Lime Venue Portfolio has shared some early insights into the effects of Covid-19, on the UK meetings and events market, as it launches Chapter V of Beyond Food.
The report includes contributions from both within and outside of the industry, including brands and commentators, as well as a survey that looks at changes in the buying behaviours of meeting planners.
The survey, which covered the opinions of over 60 meeting and event planners, showed that hygiene and operations around Covid-19 had risen up the priority list ahead of content and price, as event planners look to organise live experiences in a post-pandemic world. However, it also showed that sustainability had been one of the main casualties of the pandemic, with the subject falling down the pecking order.
The Beyond Food Report series launched with the aim of taking a detailed look at the evolution of events and the role food will play in experiences. Previous chapters have covered the importance of food waste, the creation of the hashtag #FORO (Fear of Running Out), Food & Mental Health and The Plant Menu.
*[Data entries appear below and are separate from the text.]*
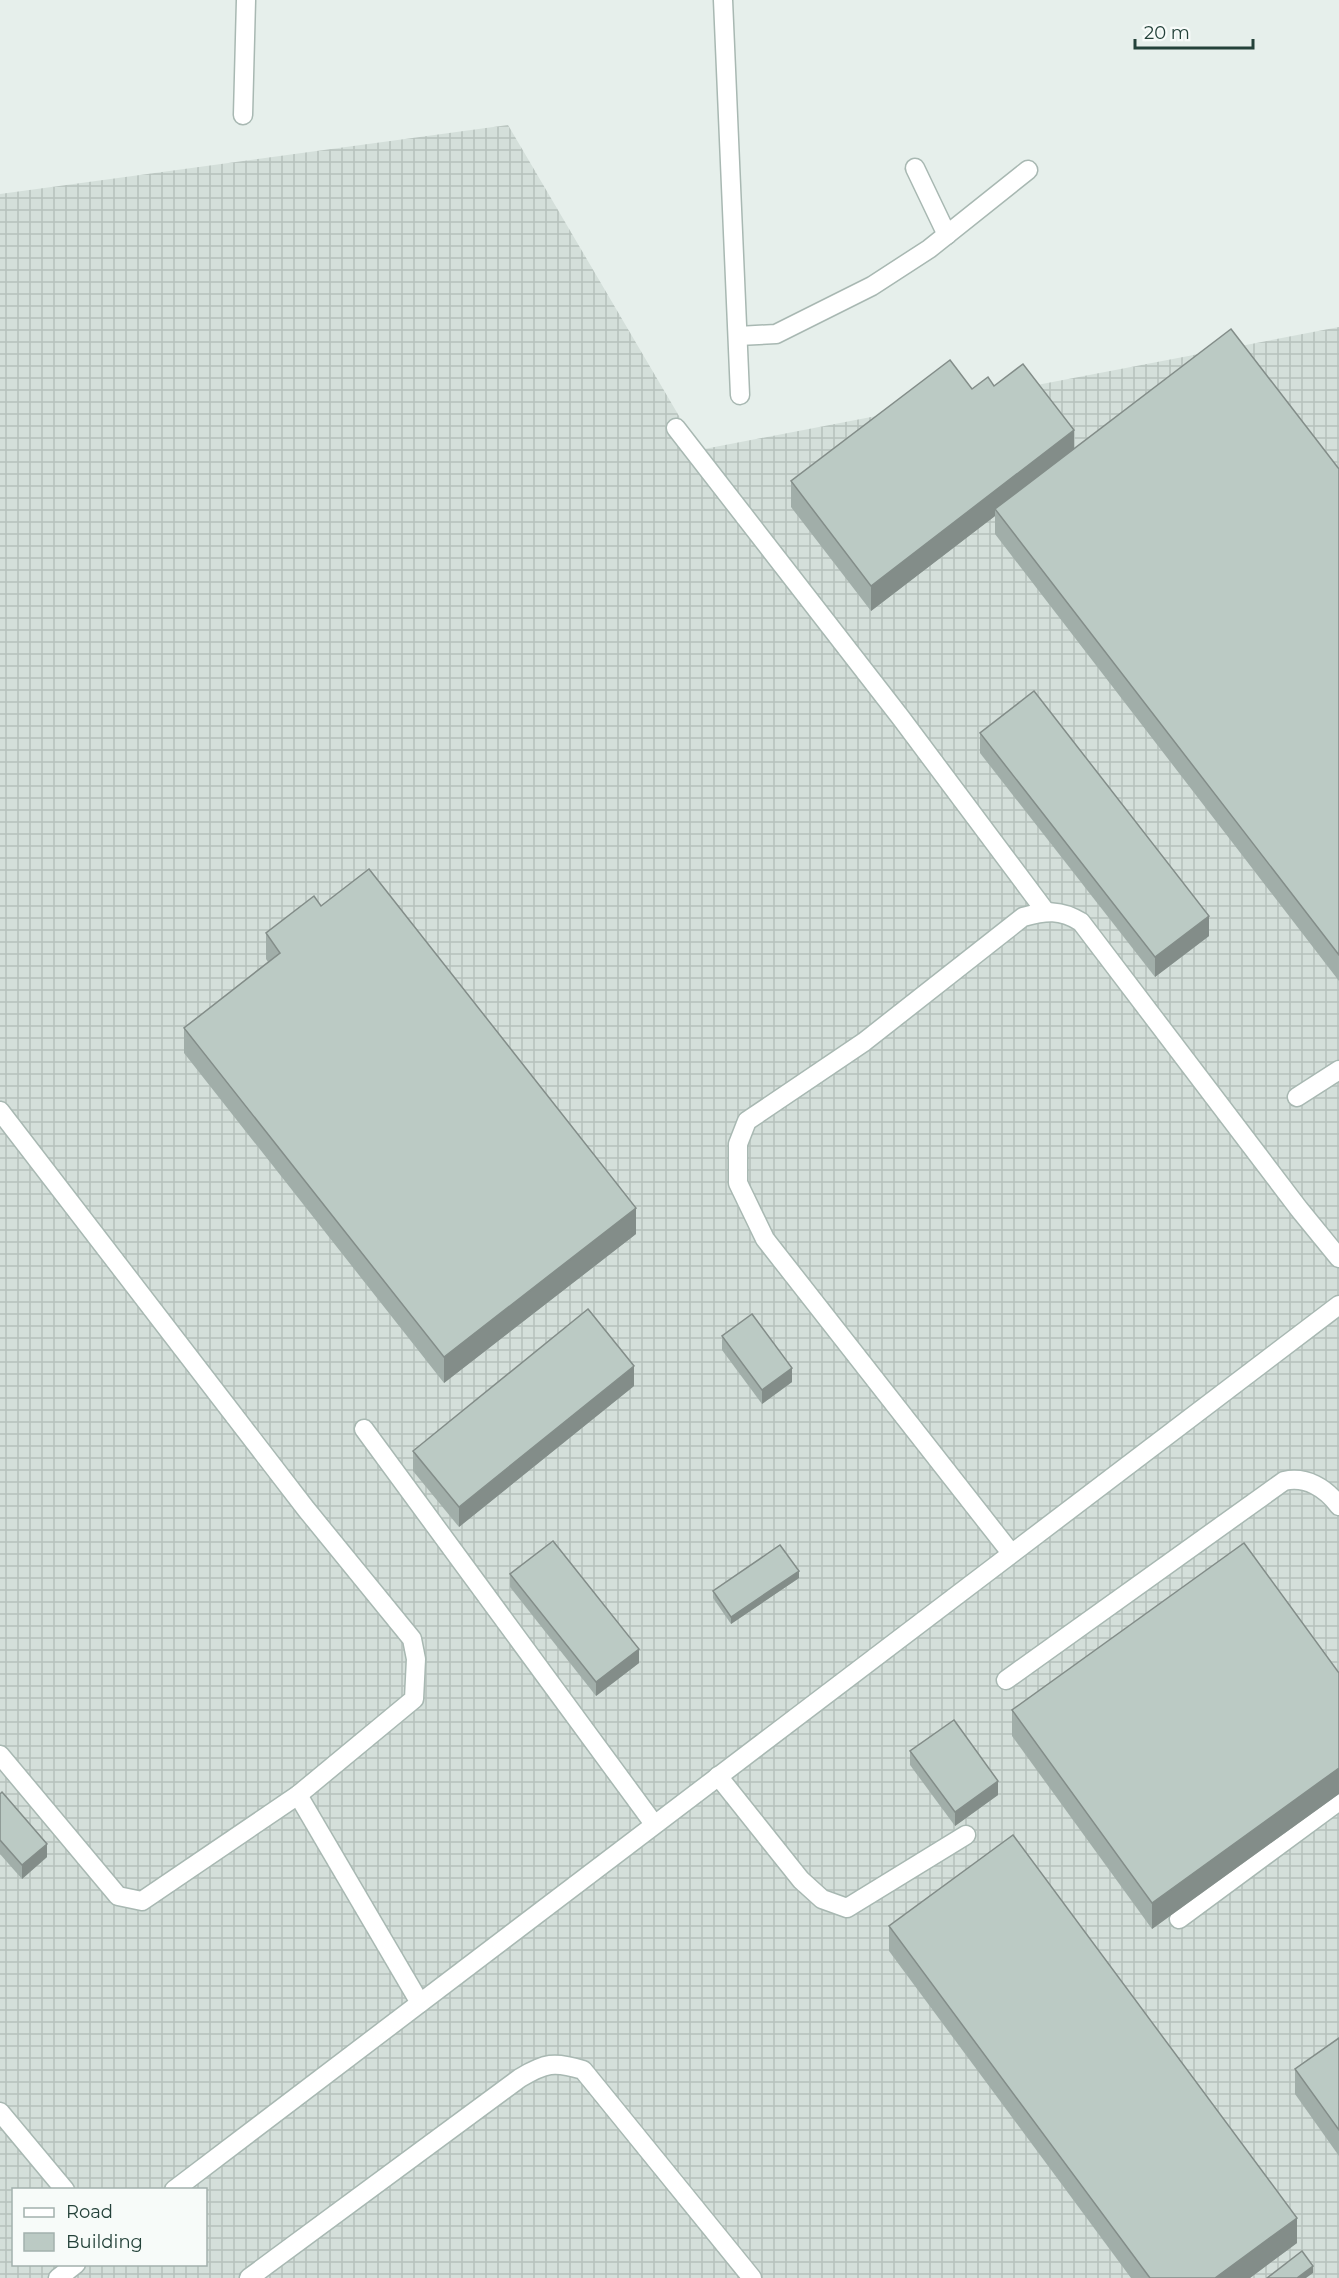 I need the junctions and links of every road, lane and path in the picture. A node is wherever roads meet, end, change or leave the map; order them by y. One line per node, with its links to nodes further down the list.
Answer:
1 (246, 0): 3 (street)
2 (723, 0): 7 (street)
3 (243, 115)
4 (915, 168): 6 (street)
5 (1028, 170): 6 (street)
6 (947, 236): 7 (street)
7 (738, 336): 8 (street)
8 (740, 395)
9 (676, 428): 10 (street)
10 (1046, 912): 14 (street); 18 (street)
11 (1339, 1070): 12 (street)
12 (1297, 1097)
13 (0, 1111): 22 (street)
14 (1339, 1258)
15 (1339, 1305): 18 (street)
16 (364, 1429): 24 (street)
17 (1339, 1506): 19 (street)
18 (1011, 1553): 21 (street)
19 (1006, 1680)
20 (0, 1755): 22 (street)
21 (718, 1776): 24 (street); 25 (street)
22 (298, 1795): 27 (street)
23 (1339, 1801): 26 (street)
24 (654, 1824): 27 (street)
25 (966, 1835)
26 (1179, 1919)
27 (420, 2003): 30 (street)
28 (0, 2112): 29 (street)
29 (63, 2188)
30 (177, 2188)
31 (75, 2266): 32 (street)
32 (58, 2278)
33 (249, 2278): 34 (street)
34 (752, 2278) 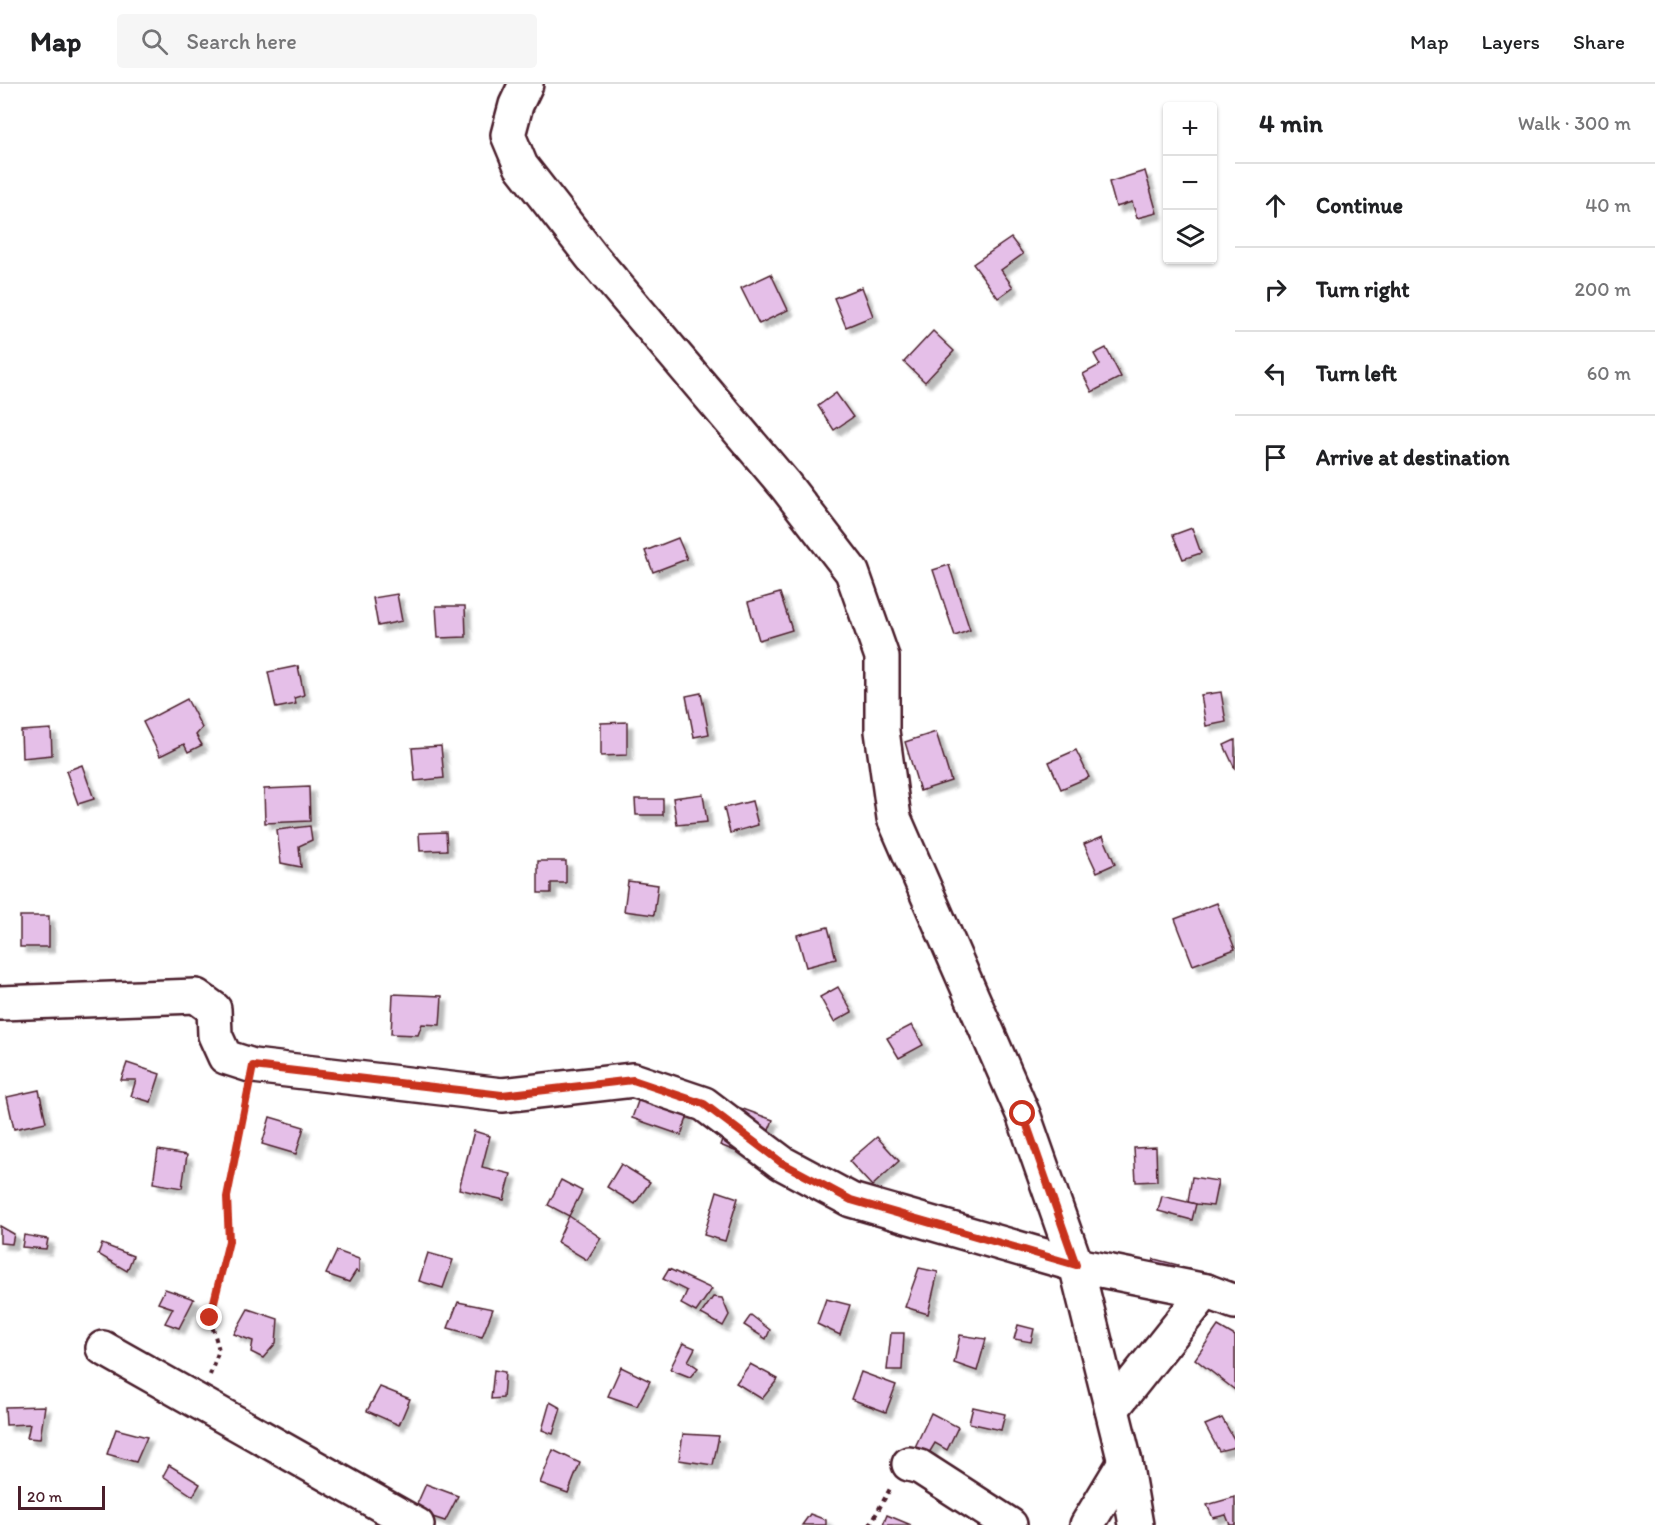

As well as empirical data, the chapter also has opinion, and includes a blog from experience creative Robert Dunsmore on how event planners can re-boot, re-energise and re-store events, and their delegates, following such a long period without face-to-face events.
Part of the theme for recovery throughout the report is the need to return to home comforts, safe environments and familiar experiences; an area where food can play a specific role.
Jo Austin, sales director, Lime Venue Portfolio, said: “It is predictable that sustainability has had to take a back seat in the face of the pandemic, and safety and health needs to take priority. However, we do think the industry needs to continue to make progress in terms of its commitments to the planet. Our customers, and their delegates, will not forgive us if we don’t and we, as an industry, need to meet the challenge.”
Austin added: “Clearly food is not the top of the agenda right now, when it comes to bringing the events industry back into recovery. What we are saying though is that it can play a small part in the experience of every delegate as they navigate through what will, at first, be a new and disconcerting world of events. We can be the comforting chicken soup if you like.”